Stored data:
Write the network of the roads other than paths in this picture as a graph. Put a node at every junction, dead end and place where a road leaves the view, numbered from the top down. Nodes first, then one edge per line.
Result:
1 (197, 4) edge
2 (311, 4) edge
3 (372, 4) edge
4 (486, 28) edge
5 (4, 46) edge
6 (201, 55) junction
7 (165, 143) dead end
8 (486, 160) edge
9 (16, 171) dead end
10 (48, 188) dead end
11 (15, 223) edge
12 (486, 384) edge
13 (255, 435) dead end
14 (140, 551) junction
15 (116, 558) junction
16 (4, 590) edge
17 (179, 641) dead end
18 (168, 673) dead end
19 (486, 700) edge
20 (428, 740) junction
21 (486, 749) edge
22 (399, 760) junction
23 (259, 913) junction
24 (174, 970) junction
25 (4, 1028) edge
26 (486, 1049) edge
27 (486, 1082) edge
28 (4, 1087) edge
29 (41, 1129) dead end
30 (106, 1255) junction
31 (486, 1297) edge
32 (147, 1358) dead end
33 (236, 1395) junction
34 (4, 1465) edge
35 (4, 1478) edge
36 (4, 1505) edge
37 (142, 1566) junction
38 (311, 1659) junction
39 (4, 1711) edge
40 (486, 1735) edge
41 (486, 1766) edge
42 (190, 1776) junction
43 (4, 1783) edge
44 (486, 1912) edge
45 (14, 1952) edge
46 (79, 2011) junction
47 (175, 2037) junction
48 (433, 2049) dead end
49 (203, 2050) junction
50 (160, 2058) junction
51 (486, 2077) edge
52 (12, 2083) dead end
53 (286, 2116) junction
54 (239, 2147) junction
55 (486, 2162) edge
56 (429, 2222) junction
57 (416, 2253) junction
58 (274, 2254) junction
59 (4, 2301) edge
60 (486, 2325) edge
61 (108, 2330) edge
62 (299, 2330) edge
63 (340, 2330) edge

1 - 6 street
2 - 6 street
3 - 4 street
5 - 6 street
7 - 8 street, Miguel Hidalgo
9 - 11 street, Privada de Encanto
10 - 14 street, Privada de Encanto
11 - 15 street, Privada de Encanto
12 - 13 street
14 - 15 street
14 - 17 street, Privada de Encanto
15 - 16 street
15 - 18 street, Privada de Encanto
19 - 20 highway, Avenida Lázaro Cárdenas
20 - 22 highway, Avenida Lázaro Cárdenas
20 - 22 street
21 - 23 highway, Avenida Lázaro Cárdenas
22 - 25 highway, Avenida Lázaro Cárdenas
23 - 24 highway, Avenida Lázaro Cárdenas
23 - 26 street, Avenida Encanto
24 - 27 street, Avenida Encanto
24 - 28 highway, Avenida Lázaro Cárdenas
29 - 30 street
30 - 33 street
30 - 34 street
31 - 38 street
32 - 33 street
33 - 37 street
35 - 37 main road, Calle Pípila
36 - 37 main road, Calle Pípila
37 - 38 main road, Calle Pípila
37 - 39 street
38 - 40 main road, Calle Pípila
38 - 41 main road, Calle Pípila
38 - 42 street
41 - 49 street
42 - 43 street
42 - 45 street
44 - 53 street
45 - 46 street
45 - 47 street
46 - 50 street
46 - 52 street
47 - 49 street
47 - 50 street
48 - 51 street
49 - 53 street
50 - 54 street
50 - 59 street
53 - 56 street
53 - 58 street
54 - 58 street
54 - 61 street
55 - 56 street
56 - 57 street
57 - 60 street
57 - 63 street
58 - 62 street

— EXERCISE DIRECTIONS —
Output every record above a second time, exactly.

— ANSWER FOR THE TASK —
Write the network of the roads other than paths in this picture as a graph. Put a node at every junction, dead end and place where a road leaves the view, numbered from the top down. Nodes first, then one edge per line.
Result:
1 (197, 4) edge
2 (311, 4) edge
3 (372, 4) edge
4 (486, 28) edge
5 (4, 46) edge
6 (201, 55) junction
7 (165, 143) dead end
8 (486, 160) edge
9 (16, 171) dead end
10 (48, 188) dead end
11 (15, 223) edge
12 (486, 384) edge
13 (255, 435) dead end
14 (140, 551) junction
15 (116, 558) junction
16 (4, 590) edge
17 (179, 641) dead end
18 (168, 673) dead end
19 (486, 700) edge
20 (428, 740) junction
21 (486, 749) edge
22 (399, 760) junction
23 (259, 913) junction
24 (174, 970) junction
25 (4, 1028) edge
26 (486, 1049) edge
27 (486, 1082) edge
28 (4, 1087) edge
29 (41, 1129) dead end
30 (106, 1255) junction
31 (486, 1297) edge
32 (147, 1358) dead end
33 (236, 1395) junction
34 (4, 1465) edge
35 (4, 1478) edge
36 (4, 1505) edge
37 (142, 1566) junction
38 (311, 1659) junction
39 (4, 1711) edge
40 (486, 1735) edge
41 (486, 1766) edge
42 (190, 1776) junction
43 (4, 1783) edge
44 (486, 1912) edge
45 (14, 1952) edge
46 (79, 2011) junction
47 (175, 2037) junction
48 (433, 2049) dead end
49 (203, 2050) junction
50 (160, 2058) junction
51 (486, 2077) edge
52 (12, 2083) dead end
53 (286, 2116) junction
54 (239, 2147) junction
55 (486, 2162) edge
56 (429, 2222) junction
57 (416, 2253) junction
58 (274, 2254) junction
59 (4, 2301) edge
60 (486, 2325) edge
61 (108, 2330) edge
62 (299, 2330) edge
63 (340, 2330) edge

1 - 6 street
2 - 6 street
3 - 4 street
5 - 6 street
7 - 8 street, Miguel Hidalgo
9 - 11 street, Privada de Encanto
10 - 14 street, Privada de Encanto
11 - 15 street, Privada de Encanto
12 - 13 street
14 - 15 street
14 - 17 street, Privada de Encanto
15 - 16 street
15 - 18 street, Privada de Encanto
19 - 20 highway, Avenida Lázaro Cárdenas
20 - 22 highway, Avenida Lázaro Cárdenas
20 - 22 street
21 - 23 highway, Avenida Lázaro Cárdenas
22 - 25 highway, Avenida Lázaro Cárdenas
23 - 24 highway, Avenida Lázaro Cárdenas
23 - 26 street, Avenida Encanto
24 - 27 street, Avenida Encanto
24 - 28 highway, Avenida Lázaro Cárdenas
29 - 30 street
30 - 33 street
30 - 34 street
31 - 38 street
32 - 33 street
33 - 37 street
35 - 37 main road, Calle Pípila
36 - 37 main road, Calle Pípila
37 - 38 main road, Calle Pípila
37 - 39 street
38 - 40 main road, Calle Pípila
38 - 41 main road, Calle Pípila
38 - 42 street
41 - 49 street
42 - 43 street
42 - 45 street
44 - 53 street
45 - 46 street
45 - 47 street
46 - 50 street
46 - 52 street
47 - 49 street
47 - 50 street
48 - 51 street
49 - 53 street
50 - 54 street
50 - 59 street
53 - 56 street
53 - 58 street
54 - 58 street
54 - 61 street
55 - 56 street
56 - 57 street
57 - 60 street
57 - 63 street
58 - 62 street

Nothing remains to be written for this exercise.